Answer :
Certainly! Let's analyze and understand the given mathematical expression step by step: [tex]\( x^4 + 4 \)[/tex].
### Step 1: Understanding the Expression
We see that this is a polynomial expression in terms of [tex]\( x \)[/tex]. Specifically, it is a fourth-degree polynomial, given by [tex]\( x^4 \)[/tex], with a constant term of 4 added to it.
### Step 2: Identifying Components
The polynomial expression can be broken down into its components:
- [tex]\( x^4 \)[/tex]: This term represents [tex]\( x \)[/tex] raised to the power of 4.
- [tex]\( + 4 \)[/tex]: This is a constant term added to the polynomial.
### Step 3: Recognition of Polynomial Type
The polynomial is already simplified.

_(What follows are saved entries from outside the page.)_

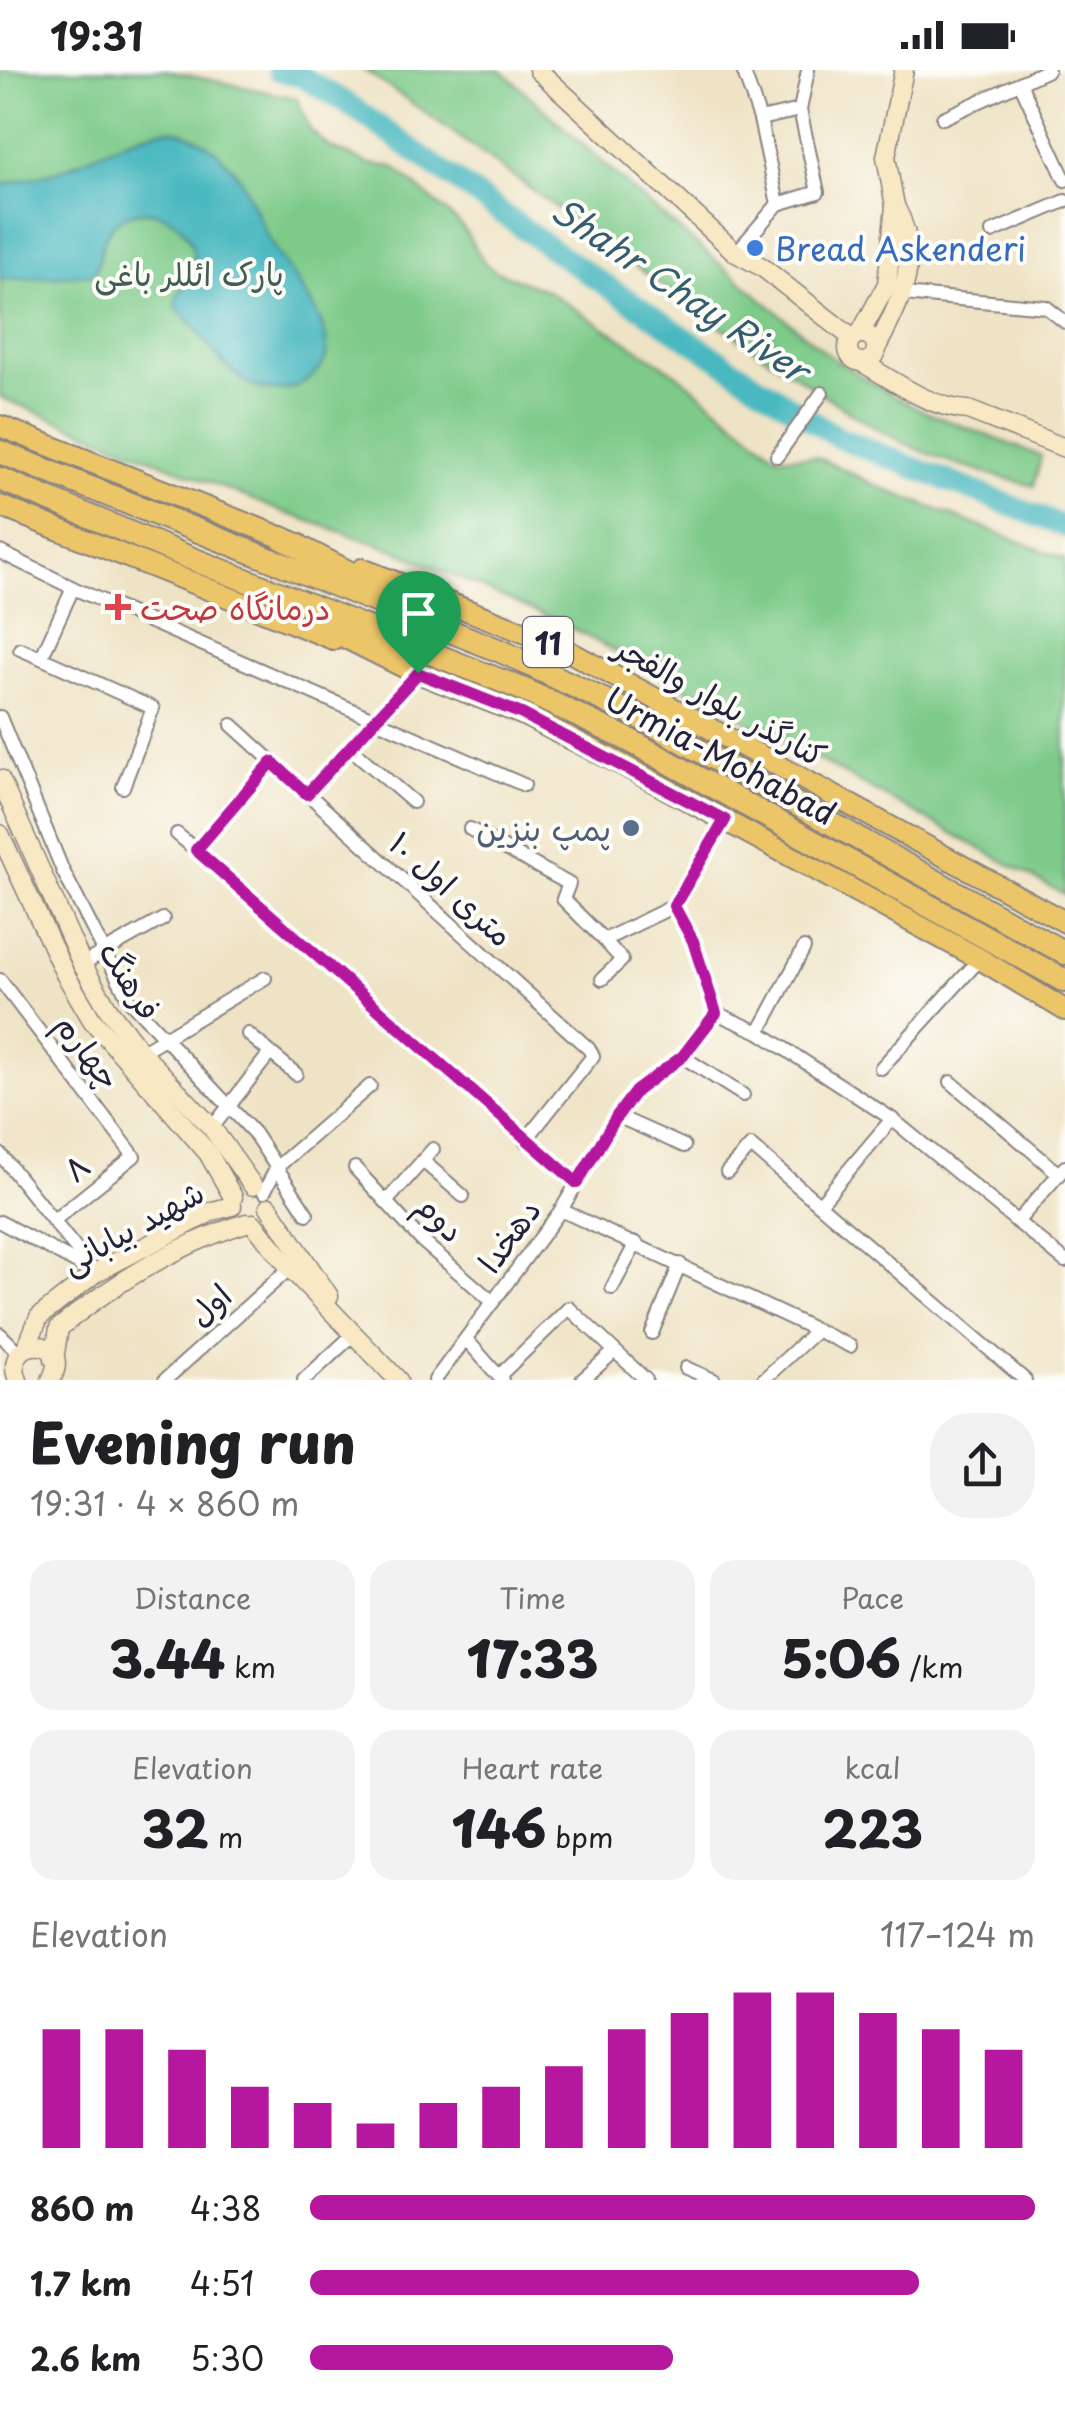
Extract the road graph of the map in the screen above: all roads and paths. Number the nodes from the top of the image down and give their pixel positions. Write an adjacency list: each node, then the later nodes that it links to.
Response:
1 (538, 70): 15 (street)
2 (743, 70): 9 (street)
3 (808, 70): 7 (street)
4 (904, 70): 13 (street)
5 (1048, 70): 6 (street)
6 (1020, 83): 8 (street); 10 (street)
7 (800, 110): 9 (street); 12 (street)
8 (943, 118)
9 (760, 119): 12 (street)
10 (1065, 180)
11 (1065, 201): 14 (street)
12 (778, 204): 15 (street)
13 (895, 206): 16 (street); 18 (street)
14 (992, 232)
15 (736, 253): 18 (street)
16 (904, 294): 17 (street); 19 (street)
17 (1065, 322)
18 (853, 340): 19 (street); 19 (street)
19 (872, 355): 22 (street)
20 (822, 393): 24 (street)
21 (0, 426): 27 (main road, کنارگذر بلوار والفجر / 11)
22 (1065, 448)
23 (0, 452): 32 (highway, Urmia-Mohabad / 11)
24 (778, 456)
25 (0, 479): 29 (highway, Urmia-Mohabad / 11)
26 (0, 506): 34 (main road)
27 (282, 538): 32 (highway); 52 (main road, کنارگذر بلوار والفجر / 11)
28 (0, 552): 30 (street)
29 (190, 558): 34 (highway); 62 (highway, Urmia-Mohabad / 11)
30 (72, 588): 33 (street); 36 (street)
31 (20, 649): 33 (street)
32 (503, 652): 55 (highway, Urmia-Mohabad / 11)
33 (41, 658): 42 (street)
34 (418, 673): 36 (street); 45 (main road)
35 (0, 717): 56 (street)
36 (374, 719): 38 (street); 41 (street)
37 (232, 724): 39 (street, ۱۰ متری اول)
38 (349, 747): 43 (street); 44 (street)
39 (272, 762): 43 (street, ۱۰ متری اول); 49 (street)
40 (0, 779): 58 (street, فرهنگ)
41 (524, 785)
42 (123, 786)
43 (307, 794): 80 (street, ۱۰ متری اول)
44 (413, 802)
45 (725, 820): 50 (street); 57 (main road)
46 (470, 829): 53 (street)
47 (0, 834): 93 (street, فرهنگ)
48 (177, 834): 49 (street)
49 (196, 850): 80 (street)
50 (674, 906): 53 (street); 64 (street)
51 (163, 920): 56 (street)
52 (1065, 922)
53 (604, 940): 61 (street)
54 (804, 948): 65 (street)
55 (1065, 952)
56 (103, 953): 58 (street); 67 (street)
57 (980, 958): 63 (main road); 71 (street)
58 (82, 964): 68 (street, فرهنگ)
59 (265, 978): 67 (street)
60 (0, 980): 84 (street, چهارم)
61 (602, 980)
62 (1065, 981)
63 (1065, 1010)
64 (716, 1013): 65 (street); 70 (street, دهخدا)
65 (759, 1032): 78 (street)
66 (248, 1034): 69 (street)
67 (162, 1039): 68 (street); 76 (street)
68 (140, 1052): 79 (street, فرهنگ)
69 (270, 1052): 72 (street); 76 (street)
70 (683, 1056): 75 (street); 77 (street, دهخدا)
71 (882, 1068)
72 (296, 1074)
73 (951, 1082): 88 (street)
74 (370, 1086): 86 (street)
75 (743, 1095)
76 (228, 1107): 79 (street); 86 (street)
77 (617, 1116): 81 (street); 90 (street, دهخدا)
78 (892, 1119): 95 (street); 100 (street)
79 (212, 1128): 91 (street, فرهنگ)
80 (525, 1141): 90 (street)
81 (684, 1146)
82 (433, 1149): 85 (street)
83 (0, 1154): 99 (street)
84 (134, 1156): 99 (street, ۸)
85 (423, 1161): 92 (street); 94 (street)
86 (277, 1166): 91 (street); 97 (street)
87 (354, 1168): 94 (street, دوم)
88 (1062, 1171): 100 (street)
89 (727, 1172): 95 (street)
90 (577, 1183): 96 (street, دهخدا)
91 (262, 1195): 93 (street); 101 (street); 112 (street, فرهنگ)
92 (463, 1196)
93 (232, 1201): 101 (street); 106 (street, شهید بیابانی)
94 (386, 1202): 108 (street, دوم)
95 (820, 1204): 130 (street)
96 (561, 1210): 102 (street); 108 (street, دهخدا)
97 (307, 1214)
98 (0, 1222): 106 (street)
99 (53, 1222): 106 (street)
100 (1017, 1222): 103 (street)
101 (249, 1223): 105 (street, فرهنگ); 117 (street, شهید بیابانی)
102 (636, 1244): 104 (street); 107 (street)
103 (1065, 1262)
104 (680, 1264): 109 (street); 110 (street)
105 (290, 1268): 112 (street, فرهنگ); 122 (street, اول)
106 (95, 1273): 115 (street, شهید بیابانی)
107 (612, 1288)
108 (494, 1302): 113 (street, دهخدا)
109 (817, 1330): 114 (street); 129 (street)
110 (652, 1333)
111 (0, 1334): 115 (street)
112 (354, 1334): 123 (street); 124 (street, فرهنگ)
113 (466, 1338): 119 (street); 125 (street, دهخدا)
114 (850, 1346)
115 (22, 1349): 117 (street); 120 (street)
116 (615, 1351): 119 (street); 126 (street); 127 (street)
117 (54, 1358): 121 (street, شهید بیابانی)
118 (686, 1368): 128 (street)
119 (500, 1378)
120 (18, 1380)
121 (51, 1380)
122 (165, 1380)
123 (304, 1380)
124 (398, 1380)
125 (435, 1380)
126 (582, 1380)
127 (646, 1380)
128 (714, 1380)
129 (763, 1380)
130 (1025, 1380)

We recognize that the expression [tex]\( x^4 + 4 \)[/tex] doesn't factor easily over the real numbers because it lacks the presence of real number roots that can simplify it further without utilizing complex numbers.
### Step 4: Expressing the Final Answer
Thus, the expression [tex]\( x^4 + 4 \)[/tex] remains as is, and any further simplification or factorization, if required, would necessitate extending our number system to include complex numbers, which is outside this current analysis.
### Conclusion
The given expression [tex]\( x^4 + 4 \)[/tex] is a straightforward polynomial which is already in its simplest form for the context given.
Final Answer:
[tex]\[ x^4 + 4 \][/tex]
This represents the final form of the polynomial expression.

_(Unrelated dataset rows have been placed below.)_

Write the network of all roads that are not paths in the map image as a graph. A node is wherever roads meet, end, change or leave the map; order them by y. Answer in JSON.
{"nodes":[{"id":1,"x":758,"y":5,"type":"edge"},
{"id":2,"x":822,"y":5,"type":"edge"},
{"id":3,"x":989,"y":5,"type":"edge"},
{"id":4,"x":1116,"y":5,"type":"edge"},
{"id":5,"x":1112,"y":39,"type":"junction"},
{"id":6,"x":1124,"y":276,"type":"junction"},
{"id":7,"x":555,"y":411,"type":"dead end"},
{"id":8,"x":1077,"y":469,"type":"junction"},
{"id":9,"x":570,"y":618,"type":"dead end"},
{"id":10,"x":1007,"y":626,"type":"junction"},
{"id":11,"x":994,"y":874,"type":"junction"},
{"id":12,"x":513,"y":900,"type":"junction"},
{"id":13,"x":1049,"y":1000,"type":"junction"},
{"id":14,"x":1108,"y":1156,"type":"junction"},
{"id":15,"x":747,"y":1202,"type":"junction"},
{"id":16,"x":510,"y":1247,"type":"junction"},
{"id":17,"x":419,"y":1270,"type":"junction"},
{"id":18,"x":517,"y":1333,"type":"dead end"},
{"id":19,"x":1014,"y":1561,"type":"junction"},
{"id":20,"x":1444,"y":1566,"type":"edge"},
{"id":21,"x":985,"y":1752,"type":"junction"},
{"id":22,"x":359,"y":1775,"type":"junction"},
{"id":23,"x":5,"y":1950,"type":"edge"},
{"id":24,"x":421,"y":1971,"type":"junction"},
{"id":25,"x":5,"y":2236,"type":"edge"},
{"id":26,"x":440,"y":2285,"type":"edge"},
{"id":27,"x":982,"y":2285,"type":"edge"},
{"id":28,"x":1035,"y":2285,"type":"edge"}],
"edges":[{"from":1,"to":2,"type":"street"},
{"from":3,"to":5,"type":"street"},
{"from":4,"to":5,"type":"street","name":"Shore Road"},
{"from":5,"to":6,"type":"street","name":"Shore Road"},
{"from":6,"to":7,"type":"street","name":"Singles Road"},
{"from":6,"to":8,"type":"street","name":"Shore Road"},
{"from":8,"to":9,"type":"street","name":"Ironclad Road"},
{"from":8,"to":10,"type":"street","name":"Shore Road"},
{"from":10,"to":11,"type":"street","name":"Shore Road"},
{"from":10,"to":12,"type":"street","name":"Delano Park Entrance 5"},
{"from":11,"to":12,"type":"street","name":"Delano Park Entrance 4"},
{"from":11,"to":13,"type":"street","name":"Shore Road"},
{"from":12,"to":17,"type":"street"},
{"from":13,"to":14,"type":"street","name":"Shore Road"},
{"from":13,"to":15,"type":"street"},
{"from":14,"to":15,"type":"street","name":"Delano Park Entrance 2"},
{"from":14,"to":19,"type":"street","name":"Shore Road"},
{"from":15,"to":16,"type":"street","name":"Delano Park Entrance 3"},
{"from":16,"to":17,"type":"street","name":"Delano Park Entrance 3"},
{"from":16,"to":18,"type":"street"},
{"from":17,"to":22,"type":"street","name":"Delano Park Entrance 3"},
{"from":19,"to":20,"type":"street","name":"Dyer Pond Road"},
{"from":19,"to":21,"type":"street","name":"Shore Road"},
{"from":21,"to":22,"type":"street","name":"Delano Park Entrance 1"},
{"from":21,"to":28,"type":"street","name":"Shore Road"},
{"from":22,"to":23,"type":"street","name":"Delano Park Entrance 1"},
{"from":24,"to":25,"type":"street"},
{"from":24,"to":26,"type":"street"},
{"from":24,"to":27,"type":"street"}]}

### Step 1: Understanding the Expression
We see that this is a polynomial expression in terms of [tex]\( x \)[/tex]. Specifically, it is a fourth-degree polynomial, given by [tex]\( x^4 \)[/tex], with a constant term of 4 added to it.
### Step 2: Identifying Components
The polynomial expression can be broken down into its components:
- [tex]\( x^4 \)[/tex]: This term represents [tex]\( x \)[/tex] raised to the power of 4.
- [tex]\( + 4 \)[/tex]: This is a constant term added to the polynomial.
### Step 3: Recognition of Polynomial Type
The polynomial is already simplified. We recognize that the expression [tex]\( x^4 + 4 \)[/tex] doesn't factor easily over the real numbers because it lacks the presence of real number roots that can simplify it further without utilizing complex numbers.
### Step 4: Expressing the Final Answer
Thus, the expression [tex]\( x^4 + 4 \)[/tex] remains as is, and any further simplification or factorization, if required, would necessitate extending our number system to include complex numbers, which is outside this current analysis.
### Conclusion
The given expression [tex]\( x^4 + 4 \)[/tex] is a straightforward polynomial which is already in its simplest form for the context given.
Final Answer:
[tex]\[ x^4 + 4 \][/tex]
This represents the final form of the polynomial expression.